**Records to process:**
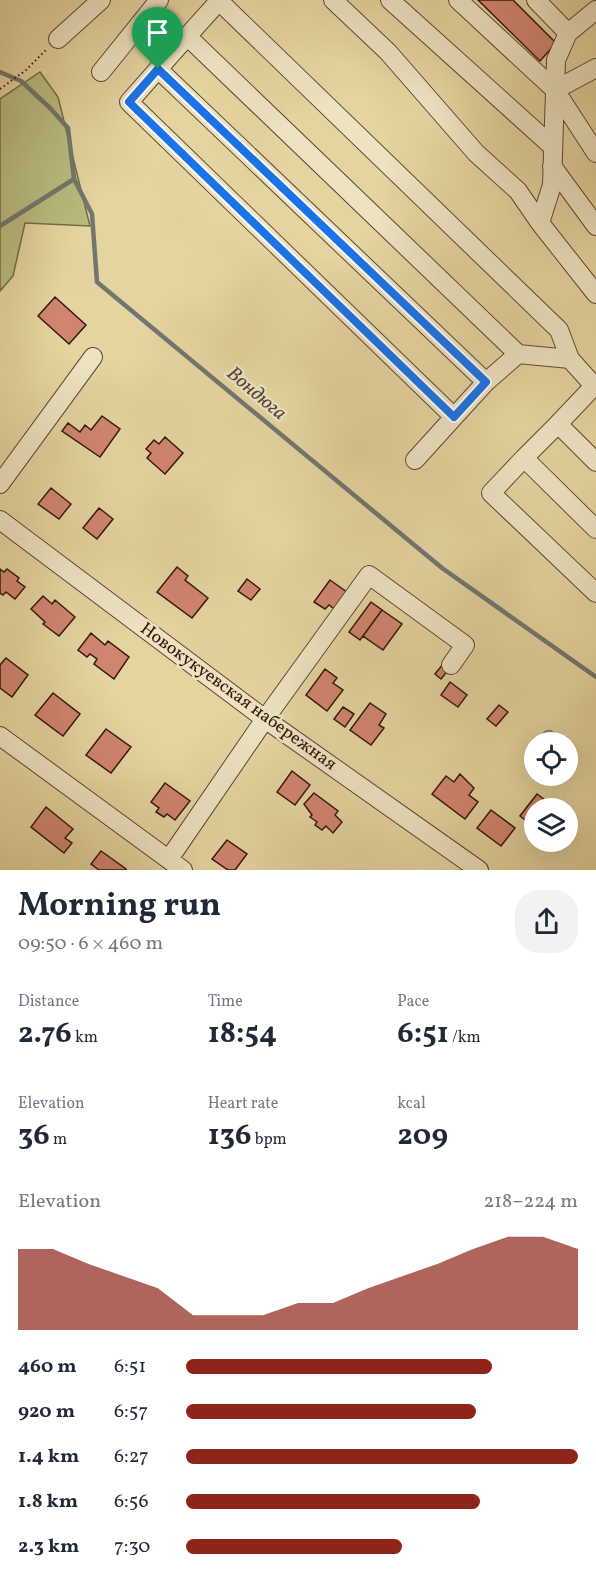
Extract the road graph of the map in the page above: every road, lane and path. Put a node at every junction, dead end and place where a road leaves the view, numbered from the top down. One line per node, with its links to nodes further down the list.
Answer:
1 (101, 0): 11 (street)
2 (159, 0): 13 (street)
3 (219, 0): 10 (street); 25 (street)
4 (333, 0): 20 (street)
5 (390, 0): 17 (street)
6 (458, 0): 16 (street)
7 (536, 0): 9 (street)
8 (596, 10): 9 (street)
9 (568, 33): 16 (street)
10 (188, 36): 12 (street); 23 (street)
11 (58, 39): 15 (path)
12 (158, 69): 26 (street); 28 (street)
13 (101, 72)
14 (595, 72): 16 (street)
15 (0, 89)
16 (555, 90): 17 (street); 18 (street)
17 (553, 147): 19 (street)
18 (596, 153)
19 (552, 166): 20 (street); 21 (street)
20 (540, 223): 22 (street)
21 (596, 226)
22 (596, 294)
23 (518, 354): 25 (street); 26 (street)
24 (93, 357): 33 (street)
25 (570, 359): 27 (street)
26 (486, 382): 28 (street)
27 (596, 386): 29 (street)
28 (454, 417): 31 (street)
29 (558, 424): 30 (street); 32 (street)
30 (525, 458): 35 (street); 36 (street)
31 (415, 460)
32 (596, 462)
33 (0, 484)
34 (0, 520): 38 (street, Новокукуевская набережная)
35 (596, 529)
36 (596, 593)
37 (451, 665): 38 (street)
38 (265, 719): 40 (street); 41 (street, Новокукуевская набережная)
39 (0, 736): 40 (street)
40 (176, 865)
41 (479, 870)

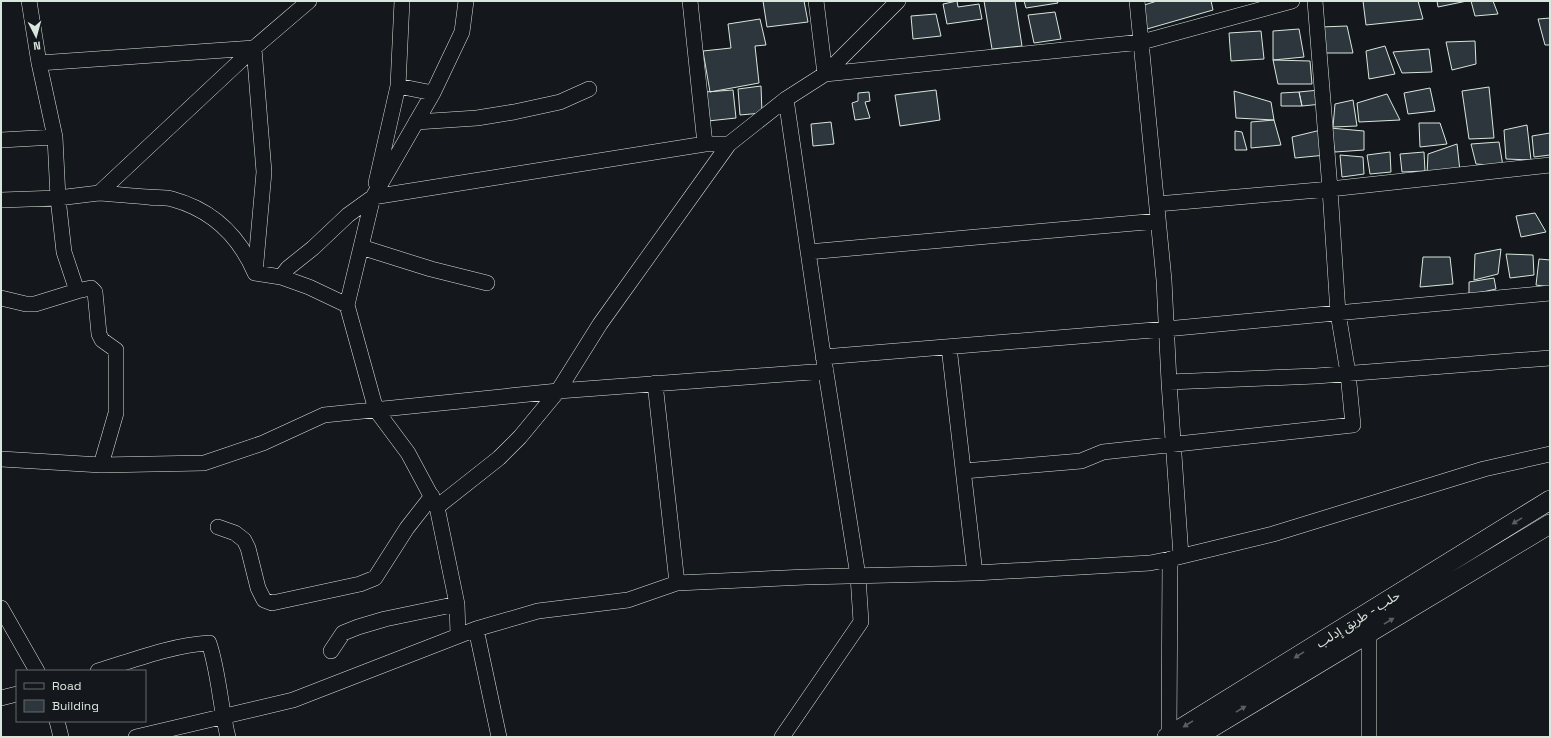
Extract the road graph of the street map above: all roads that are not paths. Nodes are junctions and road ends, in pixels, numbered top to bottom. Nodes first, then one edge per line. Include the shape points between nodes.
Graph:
1 (29, 1) edge
2 (308, 1) edge
3 (402, 1) edge
4 (466, 1) edge
5 (690, 1) edge
6 (816, 1) edge
7 (898, 1) edge
8 (1137, 1) edge
9 (1292, 1) edge
10 (1316, 1) edge
11 (1142, 42) junction
12 (254, 48) junction
13 (39, 63) junction
14 (825, 74) junction
15 (398, 86) junction
16 (589, 89) dead end
17 (433, 93) junction
18 (786, 99) junction
19 (416, 122) junction
20 (55, 137) junction
21 (1, 140) edge
22 (705, 144) junction
23 (729, 144) junction
24 (1550, 165) edge
25 (1330, 189) junction
26 (99, 193) junction
27 (373, 197) junction
28 (58, 198) junction
29 (1, 200) edge
30 (1157, 204) junction
31 (1158, 221) junction
32 (361, 247) junction
33 (808, 252) junction
34 (255, 274) junction
35 (281, 277) junction
36 (487, 283) dead end
37 (76, 291) junction
38 (1550, 293) edge
39 (1, 298) edge
40 (347, 305) junction
41 (1338, 313) junction
42 (1166, 329) junction
43 (950, 347) junction
44 (1550, 358) edge
45 (824, 364) junction
46 (1348, 373) junction
47 (1169, 382) junction
48 (655, 383) junction
49 (558, 391) junction
50 (376, 410) junction
51 (1173, 444) junction
52 (1550, 454) edge
53 (1, 459) edge
54 (101, 465) junction
55 (964, 471) junction
56 (1550, 500) edge
57 (434, 502) junction
58 (1550, 524) edge
59 (218, 527) dead end
60 (1175, 558) junction
61 (975, 573) junction
62 (858, 576) junction
63 (677, 583) junction
64 (457, 604) junction
65 (1, 608) edge
66 (476, 629) junction
67 (1369, 633) junction
68 (458, 635) junction
69 (331, 651) dead end
70 (36, 670) edge
71 (101, 670) edge
72 (16, 694) edge
73 (1, 698) edge
74 (223, 718) junction
75 (57, 722) edge
76 (1168, 736) edge
77 (61, 737) edge
78 (136, 737) edge
79 (228, 737) edge
80 (499, 737) edge
81 (782, 737) edge
82 (1196, 737) edge
83 (1369, 737) edge

1 - 13 street
2 - 12 street
3 - 15 street
4 - 17 street via 462,32
5 - 22 street
6 - 14 street
7 - 14 street
8 - 11 street
9 - 11 street
10 - 25 street
11 - 14 street
11 - 30 street
12 - 13 street
12 - 26 street
12 - 34 street via 264,172
13 - 20 street
14 - 18 street
15 - 17 street
15 - 27 street
16 - 19 street via 560,102 514,112 477,118
17 - 19 street
18 - 23 street
18 - 33 street
19 - 27 street
20 - 21 street
20 - 28 street
22 - 23 street
22 - 27 street
23 - 49 street via 600,324
24 - 25 street
25 - 30 street
25 - 41 street
26 - 28 street
26 - 34 street via 172,199 206,212 222,224 247,255
27 - 32 street
27 - 35 street via 348,215
28 - 29 street
28 - 37 street via 64,252
30 - 31 street
31 - 33 street
31 - 42 street
32 - 36 street
32 - 40 street
33 - 45 street
34 - 35 street
35 - 40 street
37 - 39 street via 35,304
37 - 54 street via 92,288 95,292 99,334 102,340 116,350 116,413
38 - 41 street
40 - 50 street
41 - 42 street
41 - 46 street
42 - 43 street
42 - 47 street
43 - 45 street
43 - 55 street
44 - 46 street
45 - 48 street
45 - 62 street
46 - 47 street
46 - 51 street via 1353,425
47 - 51 street
48 - 49 street
48 - 63 street
49 - 50 street
49 - 57 street via 499,458
50 - 54 street via 324,415 263,443 204,463
50 - 57 street via 408,453
51 - 55 street via 1103,452 1081,461
51 - 60 street
52 - 60 street via 1484,469 1273,534
53 - 54 street
55 - 61 street
56 -> 76 main road, حلب - طريق إدلب
57 - 59 street via 407,528 375,578 360,584 272,603 264,600 258,588 244,540 235,533
57 - 64 street
67 -> 58 main road, حلب - طريق إدلب
60 - 61 street via 1150,563
60 - 76 street
61 - 62 street
62 - 63 street
62 - 81 street via 861,622
63 - 66 street via 628,600 538,611
64 - 68 street
64 - 69 street via 358,627 343,633
65 - 70 street
66 - 68 street
66 - 80 street
82 -> 67 main road, حلب - طريق إدلب
67 - 83 street
68 - 74 street via 293,700
71 - 74 street via 147,656 209,643 214,658
72 - 73 street
74 - 78 street
74 - 79 street
75 - 77 street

**What is being asked:** Write the records out exactly, dropping every image.

**Exercise result:**
Extract the road graph of the map in the page above: every road, lane and path. Put a node at every junction, dead end and place where a road leaves the view, numbered from the top down. One line per node, with its links to nodes further down the list.
Answer:
1 (101, 0): 11 (street)
2 (159, 0): 13 (street)
3 (219, 0): 10 (street); 25 (street)
4 (333, 0): 20 (street)
5 (390, 0): 17 (street)
6 (458, 0): 16 (street)
7 (536, 0): 9 (street)
8 (596, 10): 9 (street)
9 (568, 33): 16 (street)
10 (188, 36): 12 (street); 23 (street)
11 (58, 39): 15 (path)
12 (158, 69): 26 (street); 28 (street)
13 (101, 72)
14 (595, 72): 16 (street)
15 (0, 89)
16 (555, 90): 17 (street); 18 (street)
17 (553, 147): 19 (street)
18 (596, 153)
19 (552, 166): 20 (street); 21 (street)
20 (540, 223): 22 (street)
21 (596, 226)
22 (596, 294)
23 (518, 354): 25 (street); 26 (street)
24 (93, 357): 33 (street)
25 (570, 359): 27 (street)
26 (486, 382): 28 (street)
27 (596, 386): 29 (street)
28 (454, 417): 31 (street)
29 (558, 424): 30 (street); 32 (street)
30 (525, 458): 35 (street); 36 (street)
31 (415, 460)
32 (596, 462)
33 (0, 484)
34 (0, 520): 38 (street, Новокукуевская набережная)
35 (596, 529)
36 (596, 593)
37 (451, 665): 38 (street)
38 (265, 719): 40 (street); 41 (street, Новокукуевская набережная)
39 (0, 736): 40 (street)
40 (176, 865)
41 (479, 870)

Extract the road graph of the street map above: all roads that are not paths. Nodes are junctions and road ends, in pixels, numbered top to bottom. Nodes first, then one edge per line. Include the shape points between nodes.
Graph:
1 (29, 1) edge
2 (308, 1) edge
3 (402, 1) edge
4 (466, 1) edge
5 (690, 1) edge
6 (816, 1) edge
7 (898, 1) edge
8 (1137, 1) edge
9 (1292, 1) edge
10 (1316, 1) edge
11 (1142, 42) junction
12 (254, 48) junction
13 (39, 63) junction
14 (825, 74) junction
15 (398, 86) junction
16 (589, 89) dead end
17 (433, 93) junction
18 (786, 99) junction
19 (416, 122) junction
20 (55, 137) junction
21 (1, 140) edge
22 (705, 144) junction
23 (729, 144) junction
24 (1550, 165) edge
25 (1330, 189) junction
26 (99, 193) junction
27 (373, 197) junction
28 (58, 198) junction
29 (1, 200) edge
30 (1157, 204) junction
31 (1158, 221) junction
32 (361, 247) junction
33 (808, 252) junction
34 (255, 274) junction
35 (281, 277) junction
36 (487, 283) dead end
37 (76, 291) junction
38 (1550, 293) edge
39 (1, 298) edge
40 (347, 305) junction
41 (1338, 313) junction
42 (1166, 329) junction
43 (950, 347) junction
44 (1550, 358) edge
45 (824, 364) junction
46 (1348, 373) junction
47 (1169, 382) junction
48 (655, 383) junction
49 (558, 391) junction
50 (376, 410) junction
51 (1173, 444) junction
52 (1550, 454) edge
53 (1, 459) edge
54 (101, 465) junction
55 (964, 471) junction
56 (1550, 500) edge
57 (434, 502) junction
58 (1550, 524) edge
59 (218, 527) dead end
60 (1175, 558) junction
61 (975, 573) junction
62 (858, 576) junction
63 (677, 583) junction
64 (457, 604) junction
65 (1, 608) edge
66 (476, 629) junction
67 (1369, 633) junction
68 (458, 635) junction
69 (331, 651) dead end
70 (36, 670) edge
71 (101, 670) edge
72 (16, 694) edge
73 (1, 698) edge
74 (223, 718) junction
75 (57, 722) edge
76 (1168, 736) edge
77 (61, 737) edge
78 (136, 737) edge
79 (228, 737) edge
80 (499, 737) edge
81 (782, 737) edge
82 (1196, 737) edge
83 (1369, 737) edge

1 - 13 street
2 - 12 street
3 - 15 street
4 - 17 street via 462,32
5 - 22 street
6 - 14 street
7 - 14 street
8 - 11 street
9 - 11 street
10 - 25 street
11 - 14 street
11 - 30 street
12 - 13 street
12 - 26 street
12 - 34 street via 264,172
13 - 20 street
14 - 18 street
15 - 17 street
15 - 27 street
16 - 19 street via 560,102 514,112 477,118
17 - 19 street
18 - 23 street
18 - 33 street
19 - 27 street
20 - 21 street
20 - 28 street
22 - 23 street
22 - 27 street
23 - 49 street via 600,324
24 - 25 street
25 - 30 street
25 - 41 street
26 - 28 street
26 - 34 street via 172,199 206,212 222,224 247,255
27 - 32 street
27 - 35 street via 348,215
28 - 29 street
28 - 37 street via 64,252
30 - 31 street
31 - 33 street
31 - 42 street
32 - 36 street
32 - 40 street
33 - 45 street
34 - 35 street
35 - 40 street
37 - 39 street via 35,304
37 - 54 street via 92,288 95,292 99,334 102,340 116,350 116,413
38 - 41 street
40 - 50 street
41 - 42 street
41 - 46 street
42 - 43 street
42 - 47 street
43 - 45 street
43 - 55 street
44 - 46 street
45 - 48 street
45 - 62 street
46 - 47 street
46 - 51 street via 1353,425
47 - 51 street
48 - 49 street
48 - 63 street
49 - 50 street
49 - 57 street via 499,458
50 - 54 street via 324,415 263,443 204,463
50 - 57 street via 408,453
51 - 55 street via 1103,452 1081,461
51 - 60 street
52 - 60 street via 1484,469 1273,534
53 - 54 street
55 - 61 street
56 -> 76 main road, حلب - طريق إدلب
57 - 59 street via 407,528 375,578 360,584 272,603 264,600 258,588 244,540 235,533
57 - 64 street
67 -> 58 main road, حلب - طريق إدلب
60 - 61 street via 1150,563
60 - 76 street
61 - 62 street
62 - 63 street
62 - 81 street via 861,622
63 - 66 street via 628,600 538,611
64 - 68 street
64 - 69 street via 358,627 343,633
65 - 70 street
66 - 68 street
66 - 80 street
82 -> 67 main road, حلب - طريق إدلب
67 - 83 street
68 - 74 street via 293,700
71 - 74 street via 147,656 209,643 214,658
72 - 73 street
74 - 78 street
74 - 79 street
75 - 77 street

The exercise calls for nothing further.